Über den Antisemitismus in Frankreich habe sie sich kaum Illusionen hingegeben, sagte der 71jährige Anwalt. Anzeige wolle er nicht erstatten. Das würde nur der Publizität der Täter dienen. Doch die ist diesen sowieso sicher.
Etwa zur gleichen Zeit des Akts gegen Simone Veil waren an anderen Stellen in Paris antisemitische Schmieraktionen entdeckt worden. Ans Schaufenster eines Restaurants hatte jemand (in deutscher Sprache) das Wort „Jude“gepinselt, an eine Garagentür im 1. Arrondissement die Beschimpfung „Macron, Judenhure“, eine Anspielung auf die frühere Tätigkeit von Präsident Emmanuel Macron bei der Rothschild-Bank. Zwei ähnliche Beschimpfungen prangten an der Fassade der Zeitung „Le Monde“. Zwei Unbekannte fällten gar auf einem Friedhof im Süden der Hauptstadt zwei Bäume, die zum Gedenken an einen 2006 zu Tode gefolterten jungen Juden gepflanzt worden waren.
Alarmierend ist: „Der Antisemitismus breitet sich aus wie ein Gift.“
Das sagte Innenminister Christophe Castaner, als er die jüngste Serie antijüdischer Akte von Beleidigungen über Bedrohungen und Sachbeschädigungen bis hin zu Körperverletzungen bekannt gab. Ihre Zahl ist demnach 2018 um 74% gestiegen, und zwar von 311 auf 541.
Gewalttaten wie der Überfall auf eine Schule 2012 oder die Ermordung einer Pensionistin 2017 waren diesmal nicht auf der Liste enthalten. Doch zugenommen hat insbesondere die Ausbreitung von Slogans über das Netz, die – wie „Le Monde“es ausdrückt – „aus den Abfalleimern der Geschichte“gefischt worden sind.

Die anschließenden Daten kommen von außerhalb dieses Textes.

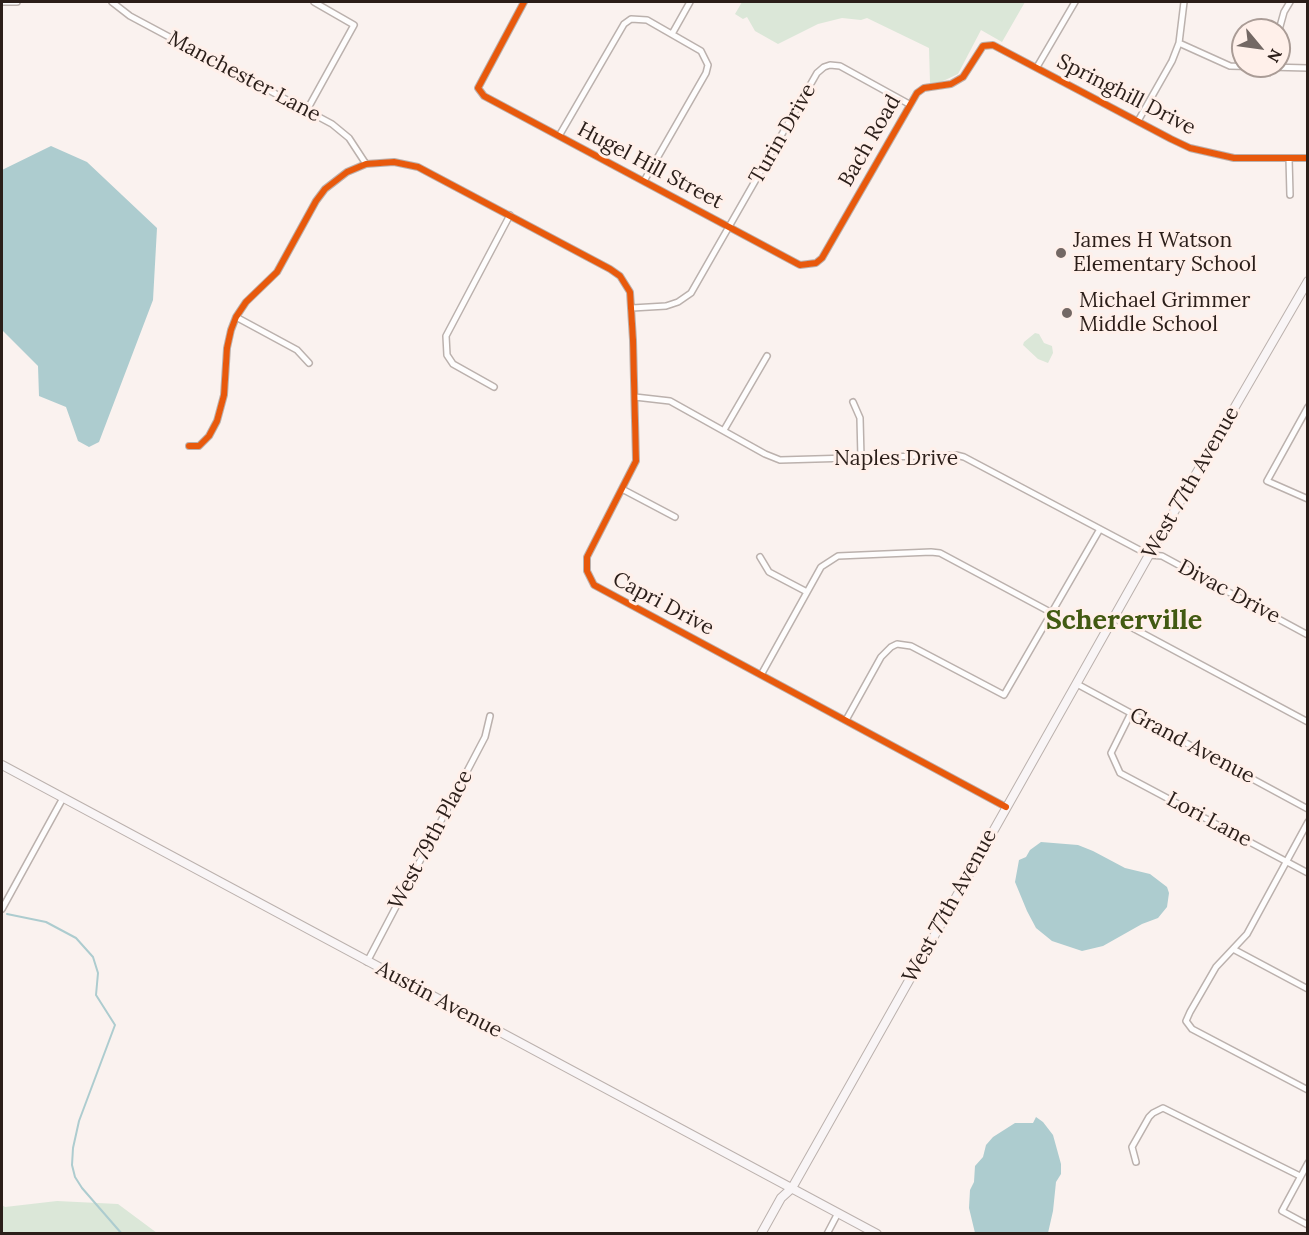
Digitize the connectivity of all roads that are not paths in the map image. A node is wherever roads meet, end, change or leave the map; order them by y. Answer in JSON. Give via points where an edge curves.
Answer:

Ein Gesicht haben die Täter nicht. Ihr Profil ist den Behörden zumeist unbekannt, ebenso ihre Motivation wie auch ihre Ideologie. Der islamistische Antisemitismus gilt als einer der auslösenden Faktoren antijüdischer Akte. Doch er erklärt nach Meinung von Experten längst nicht das Ausmaß der Ausschreitungen. Neu hinzugekommen sind antisemitische Reaktionen, die sich im Zuge der Protestbewegung der „Gelbwesten“Luft verschaffen. Der betrübliche Befund des Innenministeriums in Paris ist, dass sich Extremisten von links und insbesondere von rechts mit ihren Slogans unter die „Gelbwesten“mischen, um in deren Outfit gegen die demokratischen Institutionen, die Herrschaft der Eliten und Macrons Reformen als „jüdische Verschwörung“zu protestieren. Ein 30-minütiges Video, das einen angeblichen Pakt des Präsidenten mit Rothschild belegt, wurde laut der Zeitung „Le Figaro“im Netz 1,5 Millionen Mal aufgerufen.
Angriffe auf Juden seien schon immer sichere Anzeichen einer Verschlechterung der Lage einer Gesellschaft gewesen, schreibt die katholische Zeitung „La Croix“.